[Saved entries]
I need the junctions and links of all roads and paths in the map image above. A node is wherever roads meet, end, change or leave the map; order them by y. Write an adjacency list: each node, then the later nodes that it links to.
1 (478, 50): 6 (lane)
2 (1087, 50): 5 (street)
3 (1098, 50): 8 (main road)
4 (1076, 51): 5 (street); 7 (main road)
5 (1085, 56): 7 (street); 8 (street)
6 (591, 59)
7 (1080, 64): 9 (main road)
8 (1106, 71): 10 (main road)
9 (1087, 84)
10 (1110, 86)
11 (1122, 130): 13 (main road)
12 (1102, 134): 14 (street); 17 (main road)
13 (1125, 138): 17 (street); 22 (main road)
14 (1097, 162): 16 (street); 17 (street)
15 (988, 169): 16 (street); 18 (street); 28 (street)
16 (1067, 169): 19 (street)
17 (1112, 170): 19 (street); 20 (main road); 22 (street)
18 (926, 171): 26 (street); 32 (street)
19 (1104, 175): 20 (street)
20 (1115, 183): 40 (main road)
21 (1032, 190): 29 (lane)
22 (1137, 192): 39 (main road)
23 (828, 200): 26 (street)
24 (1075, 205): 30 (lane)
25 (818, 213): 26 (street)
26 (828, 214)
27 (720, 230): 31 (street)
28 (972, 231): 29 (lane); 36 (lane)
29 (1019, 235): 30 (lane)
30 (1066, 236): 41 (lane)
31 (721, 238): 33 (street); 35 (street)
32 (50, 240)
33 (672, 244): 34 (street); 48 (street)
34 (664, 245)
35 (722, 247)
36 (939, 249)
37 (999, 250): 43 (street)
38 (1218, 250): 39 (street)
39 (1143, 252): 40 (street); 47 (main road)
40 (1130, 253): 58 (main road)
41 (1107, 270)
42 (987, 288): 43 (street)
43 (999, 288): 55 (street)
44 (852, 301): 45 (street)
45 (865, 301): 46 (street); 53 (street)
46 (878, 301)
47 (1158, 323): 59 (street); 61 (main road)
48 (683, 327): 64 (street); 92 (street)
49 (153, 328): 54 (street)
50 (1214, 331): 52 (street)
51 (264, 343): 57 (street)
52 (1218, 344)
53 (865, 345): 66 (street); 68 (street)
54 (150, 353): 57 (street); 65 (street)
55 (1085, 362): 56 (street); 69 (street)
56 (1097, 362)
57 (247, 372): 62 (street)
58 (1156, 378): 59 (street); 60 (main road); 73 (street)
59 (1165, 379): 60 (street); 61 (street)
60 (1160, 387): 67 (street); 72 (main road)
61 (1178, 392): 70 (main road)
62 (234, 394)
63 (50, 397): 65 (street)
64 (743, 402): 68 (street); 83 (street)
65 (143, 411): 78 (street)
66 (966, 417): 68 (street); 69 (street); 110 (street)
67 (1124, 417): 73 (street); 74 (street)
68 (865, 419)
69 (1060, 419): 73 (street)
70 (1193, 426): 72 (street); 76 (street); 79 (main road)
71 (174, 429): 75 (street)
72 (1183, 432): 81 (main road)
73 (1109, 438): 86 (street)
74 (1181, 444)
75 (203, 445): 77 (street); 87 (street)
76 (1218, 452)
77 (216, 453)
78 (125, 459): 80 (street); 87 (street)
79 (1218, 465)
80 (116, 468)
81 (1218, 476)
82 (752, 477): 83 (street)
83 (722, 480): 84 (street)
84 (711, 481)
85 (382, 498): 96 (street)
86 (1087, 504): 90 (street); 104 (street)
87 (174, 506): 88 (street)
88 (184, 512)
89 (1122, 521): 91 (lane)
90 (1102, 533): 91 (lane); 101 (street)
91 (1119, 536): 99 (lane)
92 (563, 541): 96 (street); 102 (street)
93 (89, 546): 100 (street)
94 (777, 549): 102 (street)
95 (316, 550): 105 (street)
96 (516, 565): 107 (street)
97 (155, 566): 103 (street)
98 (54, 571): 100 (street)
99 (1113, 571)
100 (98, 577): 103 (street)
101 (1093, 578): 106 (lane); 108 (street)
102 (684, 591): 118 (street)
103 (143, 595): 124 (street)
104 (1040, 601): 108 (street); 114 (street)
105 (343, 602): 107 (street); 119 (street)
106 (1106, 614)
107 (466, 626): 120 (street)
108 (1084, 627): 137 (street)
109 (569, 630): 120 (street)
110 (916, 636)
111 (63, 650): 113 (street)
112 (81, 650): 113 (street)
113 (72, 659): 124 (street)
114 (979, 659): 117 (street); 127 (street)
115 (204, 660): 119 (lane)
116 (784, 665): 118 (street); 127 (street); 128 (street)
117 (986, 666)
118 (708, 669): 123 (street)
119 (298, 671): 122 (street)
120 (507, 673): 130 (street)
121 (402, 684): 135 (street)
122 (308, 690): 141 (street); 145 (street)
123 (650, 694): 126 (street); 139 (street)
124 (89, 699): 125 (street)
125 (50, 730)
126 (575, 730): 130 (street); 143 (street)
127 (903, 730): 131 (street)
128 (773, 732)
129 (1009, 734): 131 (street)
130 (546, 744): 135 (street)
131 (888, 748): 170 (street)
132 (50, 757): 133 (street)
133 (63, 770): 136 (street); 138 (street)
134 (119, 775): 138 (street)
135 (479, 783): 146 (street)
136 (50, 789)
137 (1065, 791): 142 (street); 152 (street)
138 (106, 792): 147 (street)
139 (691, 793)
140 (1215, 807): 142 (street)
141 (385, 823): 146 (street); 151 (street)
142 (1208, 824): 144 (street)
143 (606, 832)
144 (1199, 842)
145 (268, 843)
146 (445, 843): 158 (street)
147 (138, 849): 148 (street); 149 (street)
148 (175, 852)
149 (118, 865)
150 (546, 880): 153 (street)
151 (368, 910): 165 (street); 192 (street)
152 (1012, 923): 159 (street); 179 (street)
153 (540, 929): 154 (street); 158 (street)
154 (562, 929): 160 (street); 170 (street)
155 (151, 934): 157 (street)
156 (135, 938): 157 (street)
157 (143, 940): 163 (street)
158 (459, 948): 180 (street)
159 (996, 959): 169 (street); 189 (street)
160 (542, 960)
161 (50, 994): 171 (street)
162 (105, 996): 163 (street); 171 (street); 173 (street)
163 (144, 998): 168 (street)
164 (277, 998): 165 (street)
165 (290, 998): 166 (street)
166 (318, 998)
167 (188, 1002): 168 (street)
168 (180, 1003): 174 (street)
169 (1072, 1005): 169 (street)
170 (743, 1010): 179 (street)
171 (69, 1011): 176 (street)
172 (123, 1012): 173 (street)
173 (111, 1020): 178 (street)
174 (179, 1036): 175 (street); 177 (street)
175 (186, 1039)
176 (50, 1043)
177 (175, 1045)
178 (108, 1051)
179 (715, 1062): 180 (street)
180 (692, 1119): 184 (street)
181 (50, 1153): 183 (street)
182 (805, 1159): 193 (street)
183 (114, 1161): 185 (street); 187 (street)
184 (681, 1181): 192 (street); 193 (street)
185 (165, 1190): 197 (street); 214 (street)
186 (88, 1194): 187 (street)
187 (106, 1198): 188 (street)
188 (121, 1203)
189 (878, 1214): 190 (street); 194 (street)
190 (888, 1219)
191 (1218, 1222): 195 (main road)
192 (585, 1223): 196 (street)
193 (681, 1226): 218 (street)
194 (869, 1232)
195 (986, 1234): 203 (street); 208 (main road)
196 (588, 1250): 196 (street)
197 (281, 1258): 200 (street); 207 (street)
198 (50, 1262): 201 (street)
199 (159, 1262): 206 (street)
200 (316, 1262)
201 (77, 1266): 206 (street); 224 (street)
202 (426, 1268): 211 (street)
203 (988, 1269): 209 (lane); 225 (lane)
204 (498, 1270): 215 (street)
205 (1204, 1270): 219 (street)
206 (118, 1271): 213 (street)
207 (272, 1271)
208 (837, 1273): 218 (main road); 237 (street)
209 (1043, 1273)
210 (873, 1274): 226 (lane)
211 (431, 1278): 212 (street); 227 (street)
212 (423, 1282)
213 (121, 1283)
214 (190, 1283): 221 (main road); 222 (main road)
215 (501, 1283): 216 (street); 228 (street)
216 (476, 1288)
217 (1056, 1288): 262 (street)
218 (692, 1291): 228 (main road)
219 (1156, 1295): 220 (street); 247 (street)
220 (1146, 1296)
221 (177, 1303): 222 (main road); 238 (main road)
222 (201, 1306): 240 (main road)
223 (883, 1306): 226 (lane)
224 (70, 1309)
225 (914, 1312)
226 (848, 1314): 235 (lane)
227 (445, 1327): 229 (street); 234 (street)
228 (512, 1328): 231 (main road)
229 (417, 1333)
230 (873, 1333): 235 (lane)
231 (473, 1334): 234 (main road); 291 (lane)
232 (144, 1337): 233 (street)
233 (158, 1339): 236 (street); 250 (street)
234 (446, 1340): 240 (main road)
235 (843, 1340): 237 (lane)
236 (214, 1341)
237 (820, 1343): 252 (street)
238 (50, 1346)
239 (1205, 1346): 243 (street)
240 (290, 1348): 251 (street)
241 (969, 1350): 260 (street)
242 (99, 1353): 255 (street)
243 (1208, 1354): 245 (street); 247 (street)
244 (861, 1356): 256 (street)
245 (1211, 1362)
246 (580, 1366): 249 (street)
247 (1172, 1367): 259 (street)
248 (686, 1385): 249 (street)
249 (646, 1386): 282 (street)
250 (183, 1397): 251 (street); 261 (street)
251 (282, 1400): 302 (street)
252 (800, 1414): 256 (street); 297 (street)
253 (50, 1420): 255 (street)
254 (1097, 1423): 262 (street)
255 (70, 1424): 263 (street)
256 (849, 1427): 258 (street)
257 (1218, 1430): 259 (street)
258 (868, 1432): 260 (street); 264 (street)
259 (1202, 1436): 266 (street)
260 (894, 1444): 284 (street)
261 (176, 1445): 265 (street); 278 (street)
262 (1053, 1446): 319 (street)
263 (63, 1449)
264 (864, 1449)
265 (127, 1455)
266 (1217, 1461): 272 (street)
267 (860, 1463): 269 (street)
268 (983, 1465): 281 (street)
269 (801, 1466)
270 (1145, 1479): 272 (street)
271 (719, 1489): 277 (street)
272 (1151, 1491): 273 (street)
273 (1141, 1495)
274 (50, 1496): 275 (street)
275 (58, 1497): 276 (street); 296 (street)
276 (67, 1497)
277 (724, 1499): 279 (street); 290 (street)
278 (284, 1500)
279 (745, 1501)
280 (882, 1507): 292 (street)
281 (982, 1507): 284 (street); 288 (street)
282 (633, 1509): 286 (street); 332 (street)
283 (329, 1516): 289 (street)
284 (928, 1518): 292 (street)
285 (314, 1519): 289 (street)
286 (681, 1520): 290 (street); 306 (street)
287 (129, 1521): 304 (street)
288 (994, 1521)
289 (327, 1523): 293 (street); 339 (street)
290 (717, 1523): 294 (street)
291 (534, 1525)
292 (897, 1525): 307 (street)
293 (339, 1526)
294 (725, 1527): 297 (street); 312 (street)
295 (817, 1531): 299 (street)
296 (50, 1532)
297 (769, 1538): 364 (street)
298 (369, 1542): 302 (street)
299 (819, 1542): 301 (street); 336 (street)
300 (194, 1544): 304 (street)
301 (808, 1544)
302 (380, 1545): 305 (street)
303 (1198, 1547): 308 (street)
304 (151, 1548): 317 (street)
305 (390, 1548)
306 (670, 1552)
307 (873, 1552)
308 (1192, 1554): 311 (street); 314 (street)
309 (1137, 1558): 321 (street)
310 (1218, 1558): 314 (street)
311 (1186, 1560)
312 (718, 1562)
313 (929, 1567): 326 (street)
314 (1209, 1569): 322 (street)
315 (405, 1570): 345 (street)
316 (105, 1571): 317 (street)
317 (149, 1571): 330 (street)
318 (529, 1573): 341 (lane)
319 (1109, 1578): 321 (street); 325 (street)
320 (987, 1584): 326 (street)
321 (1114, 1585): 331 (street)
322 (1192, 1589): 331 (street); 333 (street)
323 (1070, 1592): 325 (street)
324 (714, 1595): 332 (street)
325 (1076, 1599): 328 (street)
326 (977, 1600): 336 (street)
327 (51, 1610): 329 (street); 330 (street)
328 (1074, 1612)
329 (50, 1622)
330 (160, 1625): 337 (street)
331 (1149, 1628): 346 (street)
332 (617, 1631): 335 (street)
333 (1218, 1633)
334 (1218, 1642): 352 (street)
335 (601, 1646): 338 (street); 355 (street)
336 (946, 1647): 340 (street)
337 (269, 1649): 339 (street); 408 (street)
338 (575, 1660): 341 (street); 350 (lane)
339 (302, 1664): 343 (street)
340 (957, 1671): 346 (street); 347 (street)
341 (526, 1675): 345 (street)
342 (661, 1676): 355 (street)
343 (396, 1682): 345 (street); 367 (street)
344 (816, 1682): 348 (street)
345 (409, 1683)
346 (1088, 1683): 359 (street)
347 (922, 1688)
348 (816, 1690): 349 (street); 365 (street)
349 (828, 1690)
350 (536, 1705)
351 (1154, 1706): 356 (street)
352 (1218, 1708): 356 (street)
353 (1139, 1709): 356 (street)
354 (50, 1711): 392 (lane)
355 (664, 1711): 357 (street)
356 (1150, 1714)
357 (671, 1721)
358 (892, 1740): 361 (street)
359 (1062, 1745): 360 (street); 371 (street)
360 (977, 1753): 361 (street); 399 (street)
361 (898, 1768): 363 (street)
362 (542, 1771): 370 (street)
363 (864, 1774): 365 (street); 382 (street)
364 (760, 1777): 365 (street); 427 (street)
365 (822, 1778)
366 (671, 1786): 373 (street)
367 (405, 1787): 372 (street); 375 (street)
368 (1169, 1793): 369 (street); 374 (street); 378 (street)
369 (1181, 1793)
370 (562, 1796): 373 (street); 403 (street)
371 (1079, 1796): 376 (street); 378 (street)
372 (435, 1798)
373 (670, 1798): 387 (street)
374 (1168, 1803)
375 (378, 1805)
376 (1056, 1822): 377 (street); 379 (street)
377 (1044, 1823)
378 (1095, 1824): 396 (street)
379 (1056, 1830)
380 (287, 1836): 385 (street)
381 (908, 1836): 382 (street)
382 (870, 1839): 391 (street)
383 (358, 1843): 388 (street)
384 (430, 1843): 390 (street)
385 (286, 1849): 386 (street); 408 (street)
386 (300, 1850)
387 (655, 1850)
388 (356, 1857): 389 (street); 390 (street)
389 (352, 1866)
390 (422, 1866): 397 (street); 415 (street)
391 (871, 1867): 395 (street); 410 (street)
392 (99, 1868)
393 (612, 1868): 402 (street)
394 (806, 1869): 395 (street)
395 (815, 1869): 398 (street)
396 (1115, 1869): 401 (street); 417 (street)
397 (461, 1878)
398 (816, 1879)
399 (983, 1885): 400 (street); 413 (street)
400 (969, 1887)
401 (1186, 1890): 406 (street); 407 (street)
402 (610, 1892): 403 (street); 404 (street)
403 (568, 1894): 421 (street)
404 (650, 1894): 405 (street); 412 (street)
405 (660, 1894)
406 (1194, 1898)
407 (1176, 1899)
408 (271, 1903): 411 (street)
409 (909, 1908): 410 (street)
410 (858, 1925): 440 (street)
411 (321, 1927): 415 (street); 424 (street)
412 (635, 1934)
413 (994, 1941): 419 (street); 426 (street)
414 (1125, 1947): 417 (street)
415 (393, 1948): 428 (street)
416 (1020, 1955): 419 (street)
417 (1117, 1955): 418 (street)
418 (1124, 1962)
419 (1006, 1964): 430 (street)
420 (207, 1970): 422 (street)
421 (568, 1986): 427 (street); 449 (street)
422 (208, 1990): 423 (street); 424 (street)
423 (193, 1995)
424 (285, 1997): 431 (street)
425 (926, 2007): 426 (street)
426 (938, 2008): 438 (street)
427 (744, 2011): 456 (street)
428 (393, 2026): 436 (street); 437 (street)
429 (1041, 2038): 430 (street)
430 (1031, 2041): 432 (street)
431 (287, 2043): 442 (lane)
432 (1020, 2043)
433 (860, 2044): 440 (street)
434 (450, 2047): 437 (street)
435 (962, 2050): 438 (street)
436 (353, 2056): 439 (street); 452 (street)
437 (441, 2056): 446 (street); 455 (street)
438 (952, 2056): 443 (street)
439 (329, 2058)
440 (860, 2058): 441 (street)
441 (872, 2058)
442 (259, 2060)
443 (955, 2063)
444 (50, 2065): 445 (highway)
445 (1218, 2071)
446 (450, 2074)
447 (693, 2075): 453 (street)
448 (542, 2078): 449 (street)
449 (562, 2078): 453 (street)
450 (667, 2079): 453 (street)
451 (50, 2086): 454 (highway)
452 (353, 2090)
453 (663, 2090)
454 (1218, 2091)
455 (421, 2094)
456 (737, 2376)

▸ **Required work**
Using the entries, count how many lines contain the string "highway". Write only the number.

▸ **Your solution**
2